New Whirled Order

(Red House)

 

The youth of every generation tend to believe that what’s hot is “new.” Is Claudia Schmidt’s new album folk music, jazz, or spoken word? Yes. But Schmidt isn’t trying to be cool—she just is. She’s been doing this sort of thing since long before today’s young whipperhipsters were even born.

Call New Whirled Order a mature album whose antecedents are 1950s modal jazz, Beat poetry and the Folk Revival’s unleashing of singer/songwriters and its recovery of forgotten instruments. Schmidt’s opening track, “Already,” highlights how to integrate dulcimer, accordion (courtesy of Valley accordionist Chris Haynes), percussion, guitar and scale-smashing vocals.

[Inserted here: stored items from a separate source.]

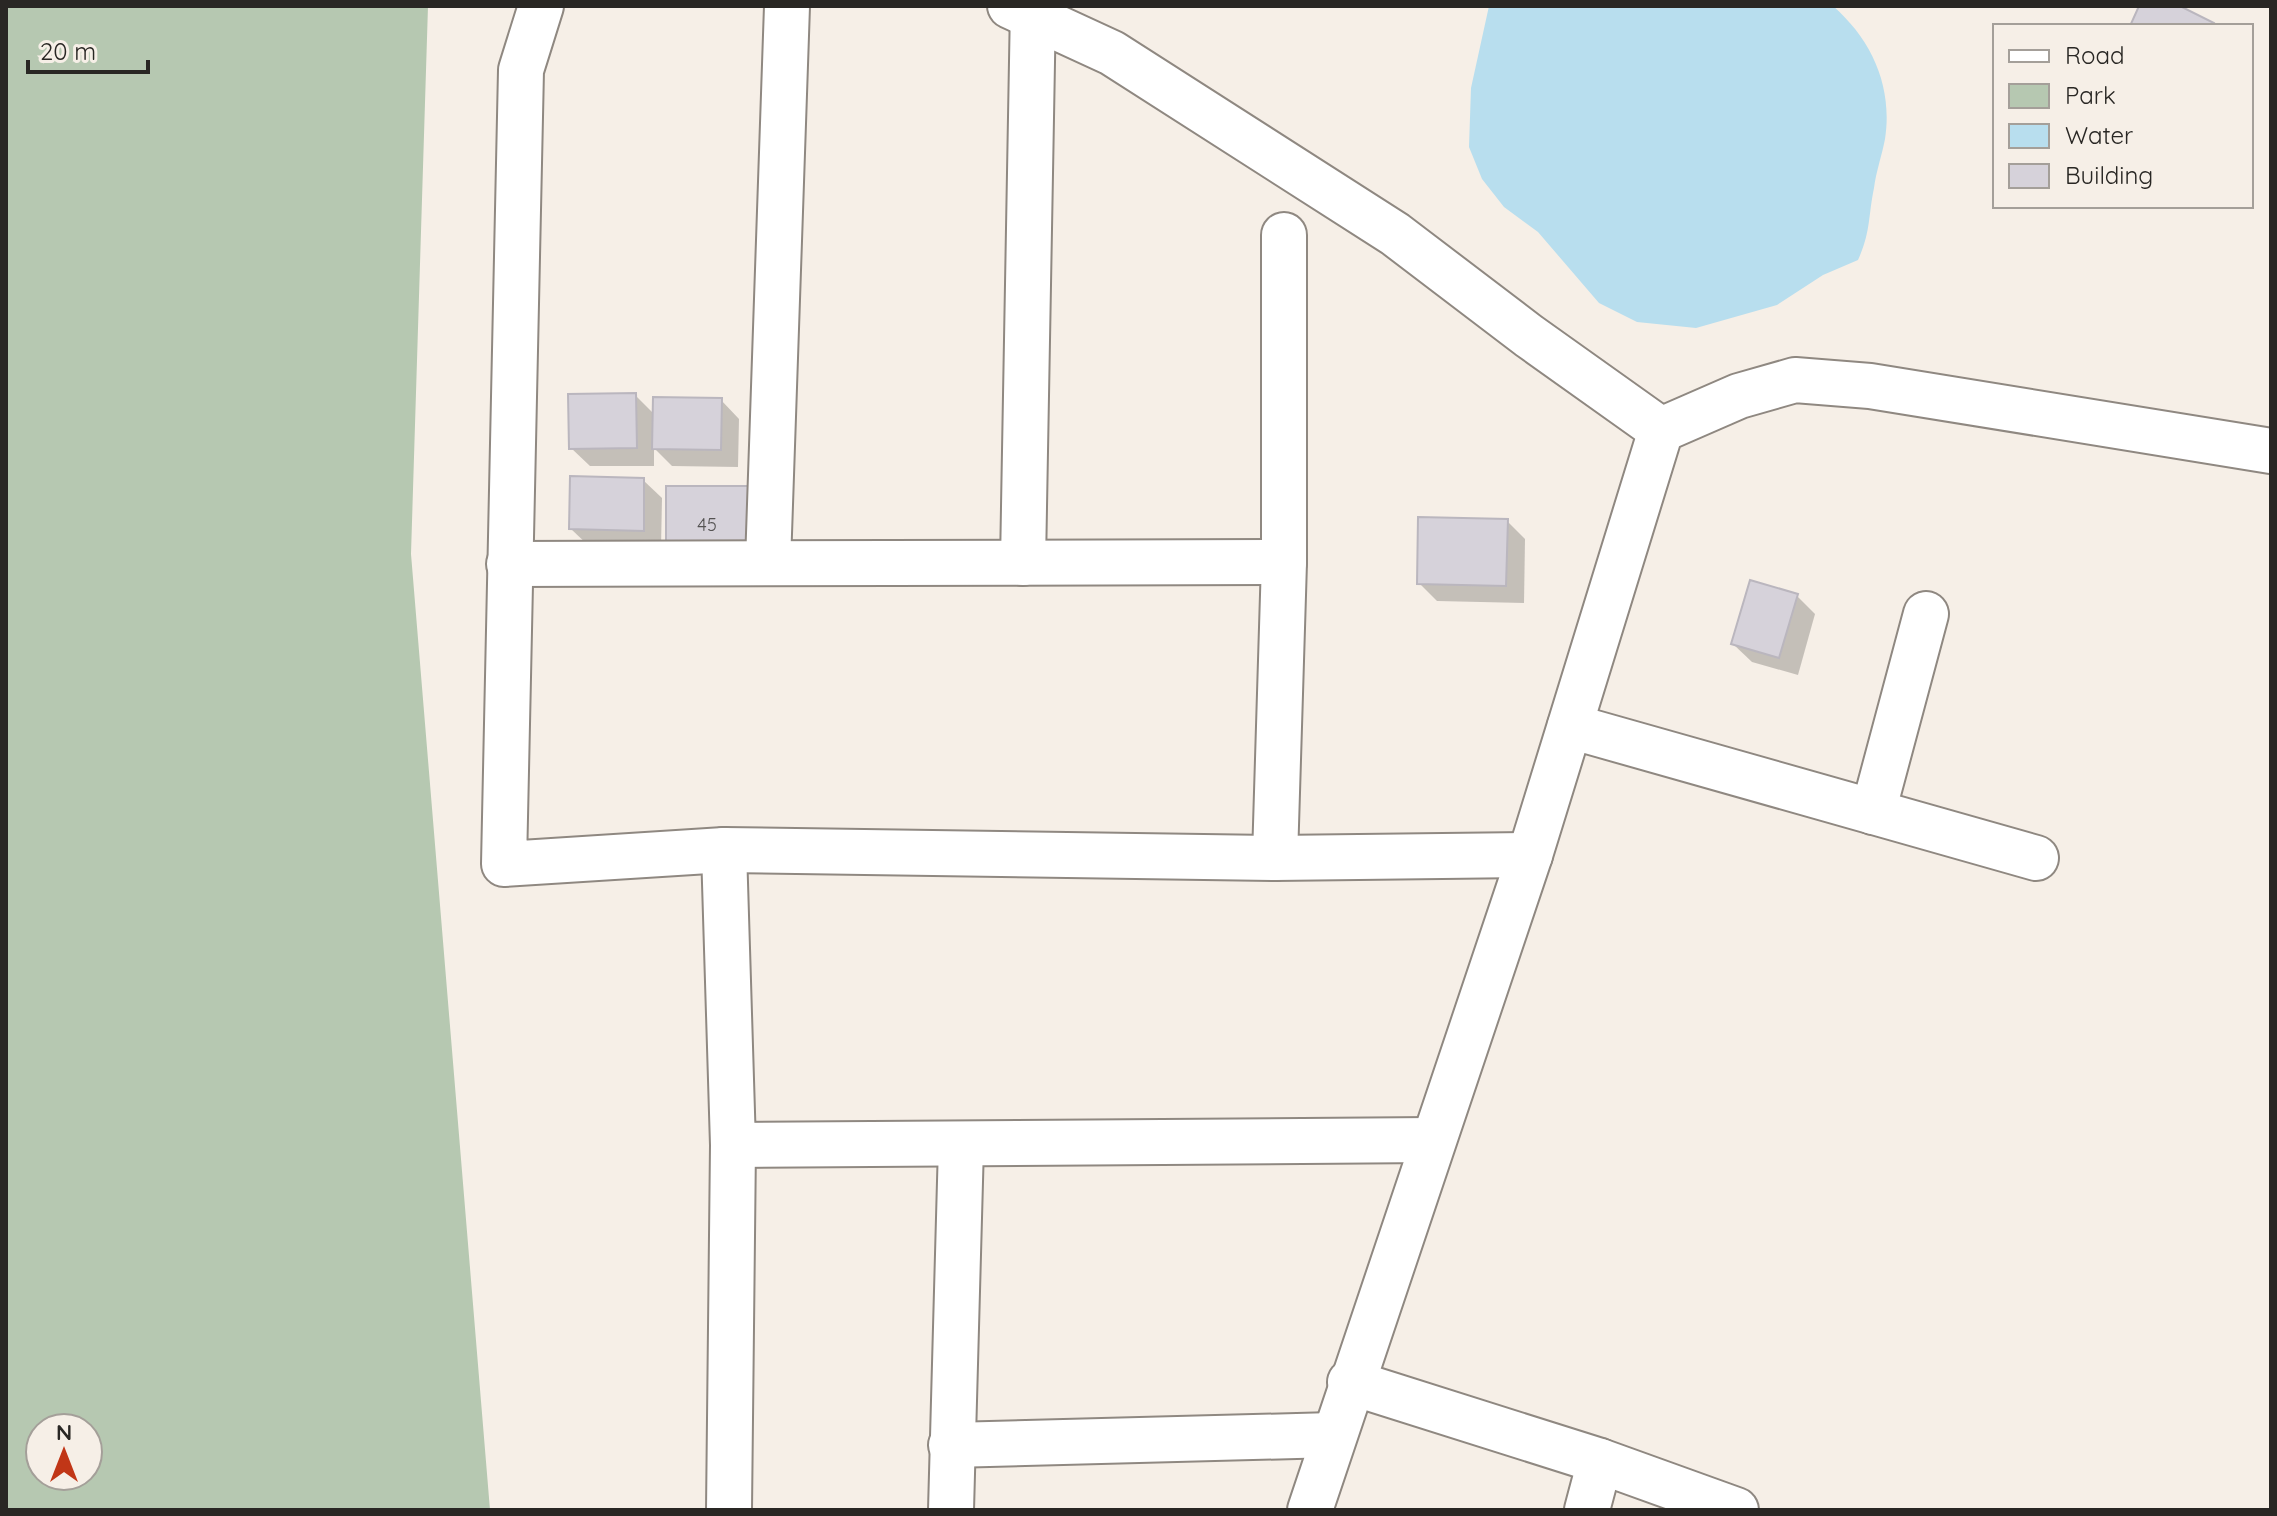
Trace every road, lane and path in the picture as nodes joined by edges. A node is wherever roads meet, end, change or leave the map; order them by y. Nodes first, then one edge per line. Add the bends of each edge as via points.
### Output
1 (541, 6) edge
2 (787, 6) edge
3 (1025, 8) edge
4 (1284, 235) dead end
5 (1661, 430) junction
6 (2271, 451) edge
7 (1284, 562) junction
8 (768, 563) junction
9 (1023, 563) junction
10 (509, 564) junction
11 (1926, 614) dead end
12 (1570, 726) junction
13 (1873, 812) junction
14 (724, 850) junction
15 (1530, 855) junction
16 (1275, 858) junction
17 (2036, 858) dead end
18 (1433, 1140) junction
19 (733, 1145) junction
20 (961, 1145) junction
21 (1350, 1382) junction
22 (1333, 1435) junction
23 (951, 1445) junction
24 (1600, 1461) junction
25 (729, 1510) edge
26 (951, 1510) edge
27 (1310, 1510) edge
28 (1587, 1510) edge
29 (1736, 1510) edge

1 - 10 street via 521,70
2 - 8 street
3 - 5 street via 1112,53 1395,234
3 - 9 street
4 - 7 street
5 - 6 street via 1739,396 1795,380 1870,386
5 - 12 street
7 - 9 street
7 - 16 street
8 - 9 street
8 - 10 street
10 - 14 street via 504,864
11 - 13 street
12 - 13 street
12 - 15 street
13 - 17 street
14 - 16 street
14 - 19 street
15 - 16 street
15 - 18 street
18 - 20 street
18 - 21 street
19 - 20 street
19 - 25 street
20 - 23 street
21 - 22 street
21 - 24 street
22 - 23 street
22 - 27 street
23 - 26 street
24 - 28 street
24 - 29 street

Schmidt’s folk material tends toward poignant themes—“Sea of Forgiveness” features a lone oboe adding wistful notes to the mix, and “Jane’s Gone” is a lilt dedicated to her recently deceased mother. But the overall tone is joyful. “Coward in the Face of Love” is serious, but the melody is bouncy, the hooks memorable, and Schmidt’s vocals evocative of Motown.

For comic relief, there’s “Strong Woman Has a Bad Day Polka,” and this time the oboe sounds like it swallowed a piccolo. Schmidt exercises her jazz muse on “Dawn Star,” with poetic lyrics and styling evocative of the soulful aloofness of Chet Baker. By contrast, “Sometime Ago” is piano-based cool jazz with scat interludes—more in the Helen Morrill tradition with some Ella Fitzgerald-like breakouts. Then there is pure poetry—her paean to the unspoken in “Longing,” bookended by dulcimer/guitar instrumentation and Schmidt’s angelic warbles.

What a perfect title—New Whirled Order draws upon musical ideas so old they’re new again.